(Input for this task Opens)
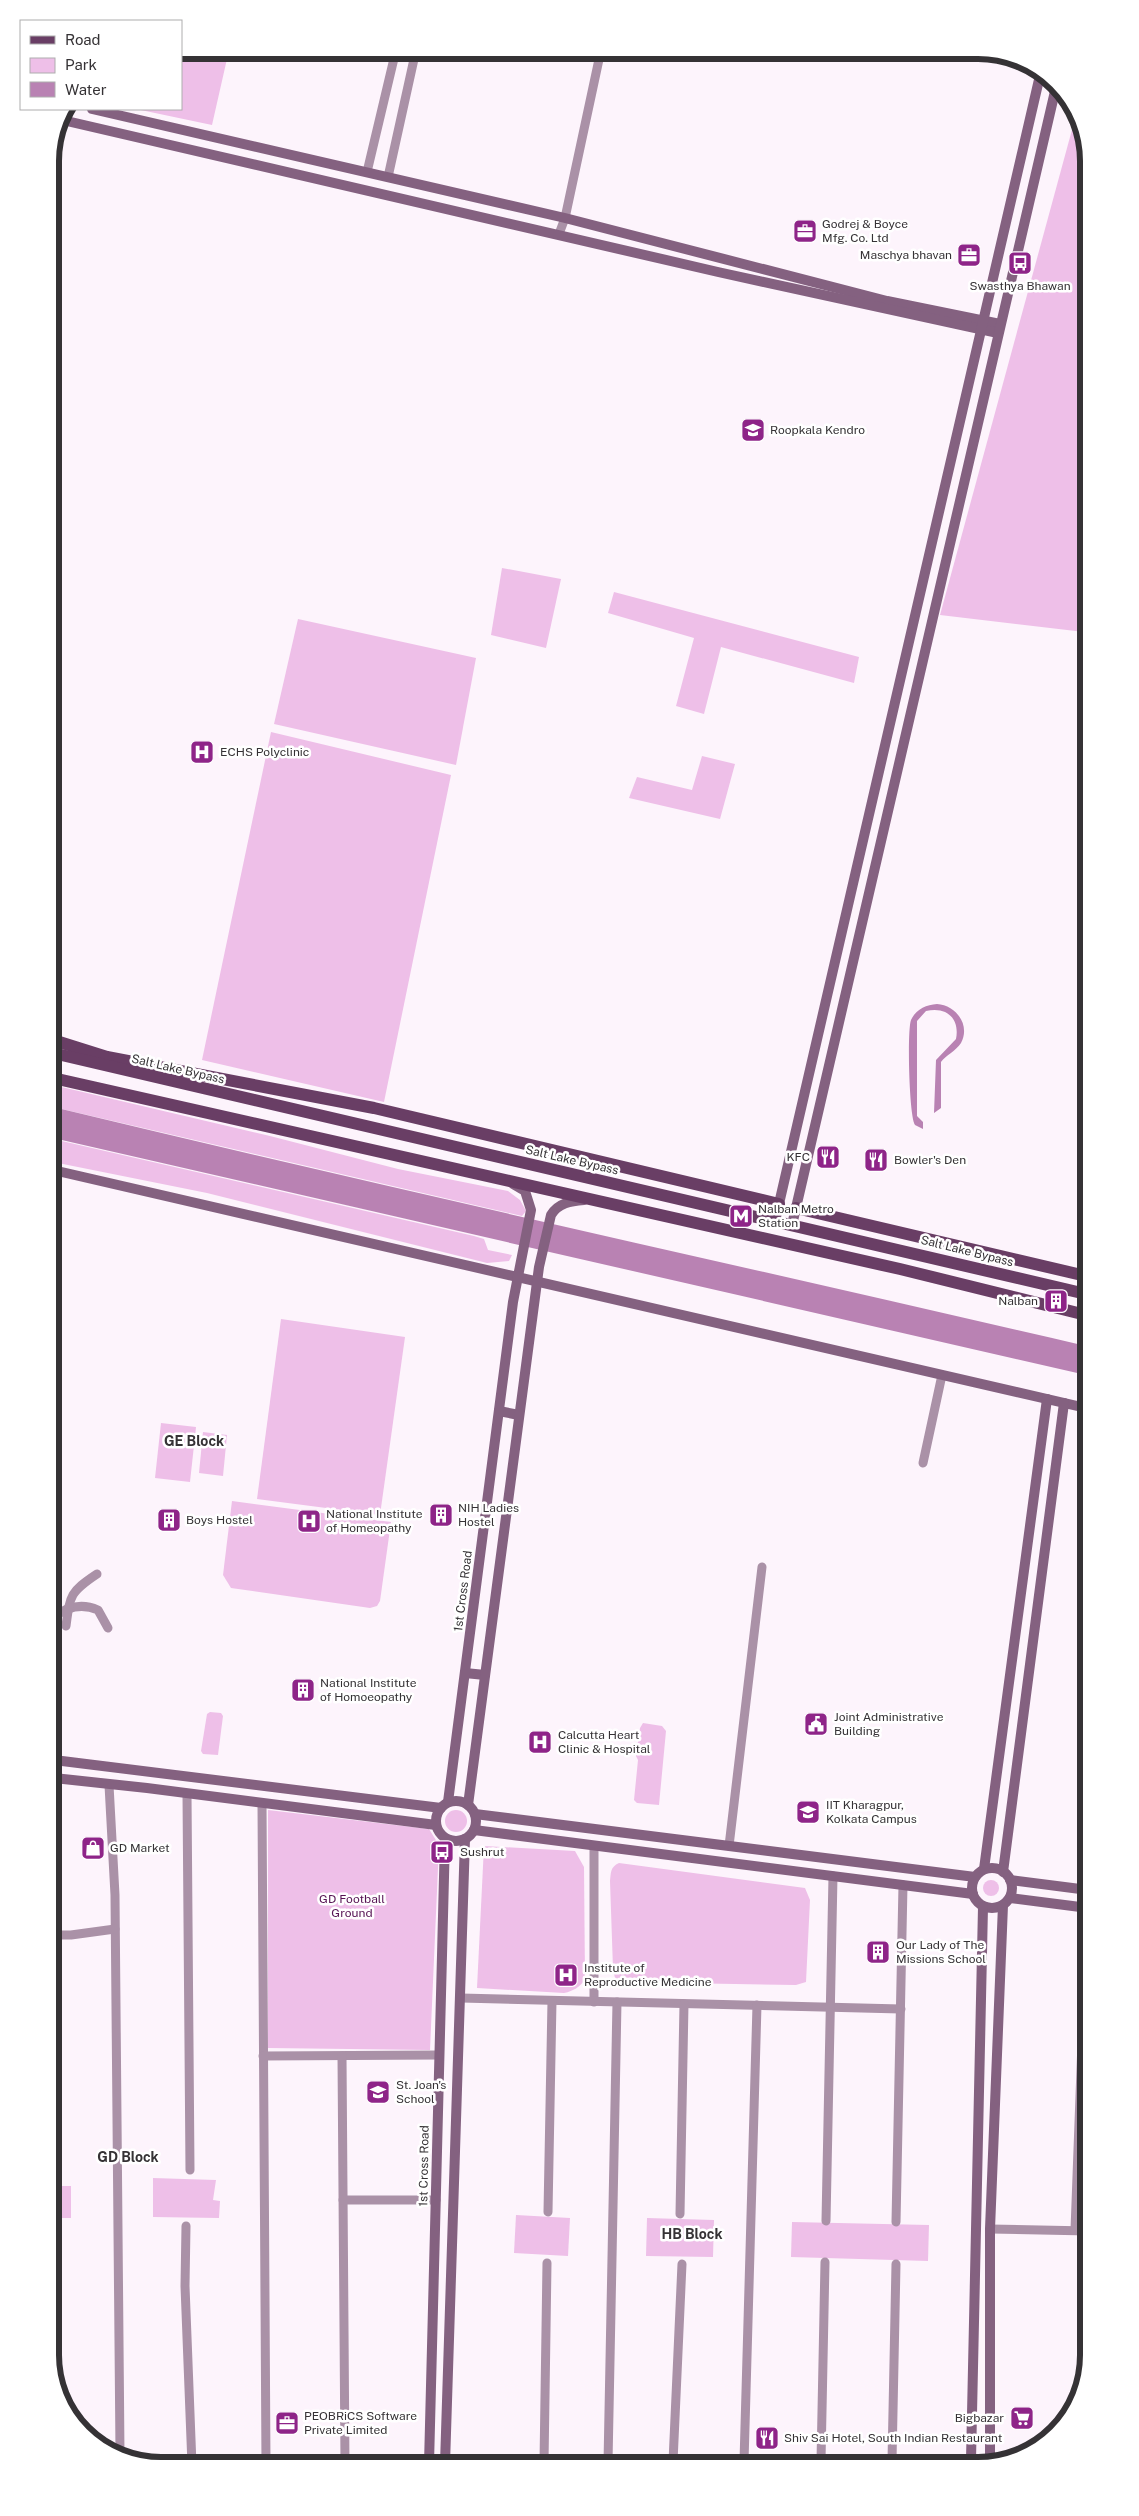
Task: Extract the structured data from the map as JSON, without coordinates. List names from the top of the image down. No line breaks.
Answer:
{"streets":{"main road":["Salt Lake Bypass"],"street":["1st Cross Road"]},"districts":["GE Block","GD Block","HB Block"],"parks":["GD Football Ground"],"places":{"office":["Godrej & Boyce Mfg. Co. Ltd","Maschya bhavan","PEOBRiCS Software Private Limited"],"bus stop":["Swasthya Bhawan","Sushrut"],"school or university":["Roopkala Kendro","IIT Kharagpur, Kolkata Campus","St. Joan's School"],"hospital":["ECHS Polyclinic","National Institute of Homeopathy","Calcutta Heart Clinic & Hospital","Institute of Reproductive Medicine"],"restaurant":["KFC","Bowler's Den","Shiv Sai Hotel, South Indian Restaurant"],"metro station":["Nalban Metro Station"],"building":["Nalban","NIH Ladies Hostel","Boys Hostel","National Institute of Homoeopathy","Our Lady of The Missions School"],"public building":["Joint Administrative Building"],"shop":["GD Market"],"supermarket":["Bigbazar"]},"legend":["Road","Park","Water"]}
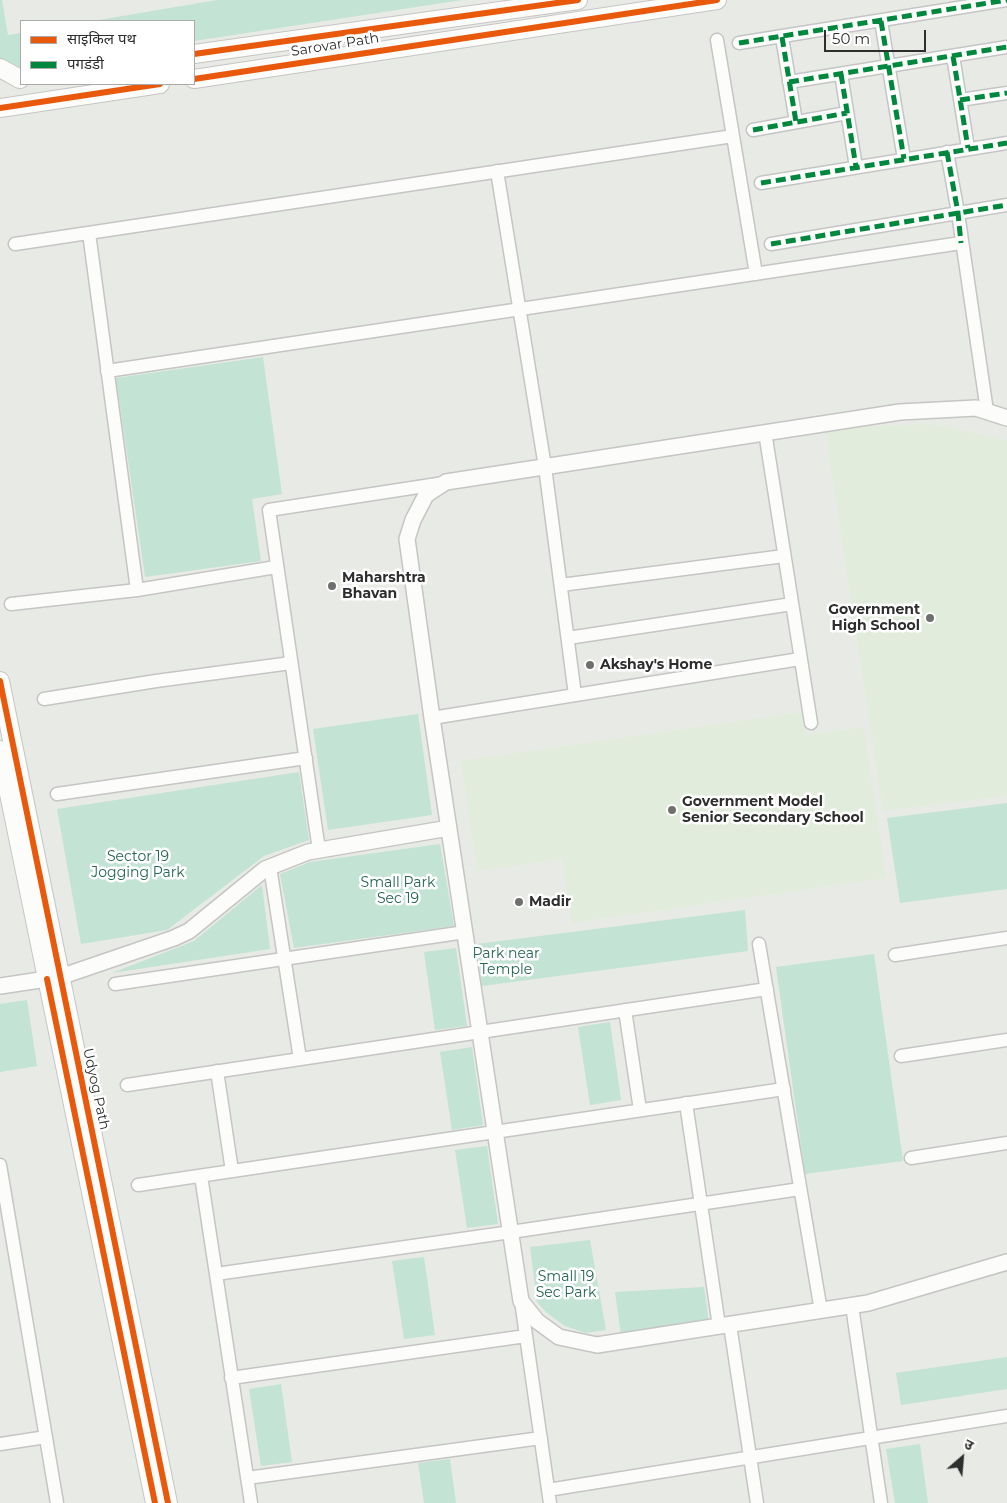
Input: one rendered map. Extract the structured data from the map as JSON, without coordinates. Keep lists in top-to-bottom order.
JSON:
(Input for this task Closes)
* What this task involves:
Each line with the word "JSON" in the records above belongs in the result; copy all of them.

* Solved exercise:
Task: Extract the structured data from the map as JSON, without coordinates. List names from the top of the image down. No line breaks.
Input: one rendered map. Extract the structured data from the map as JSON, without coordinates. Keep lists in top-to-bottom order.
JSON:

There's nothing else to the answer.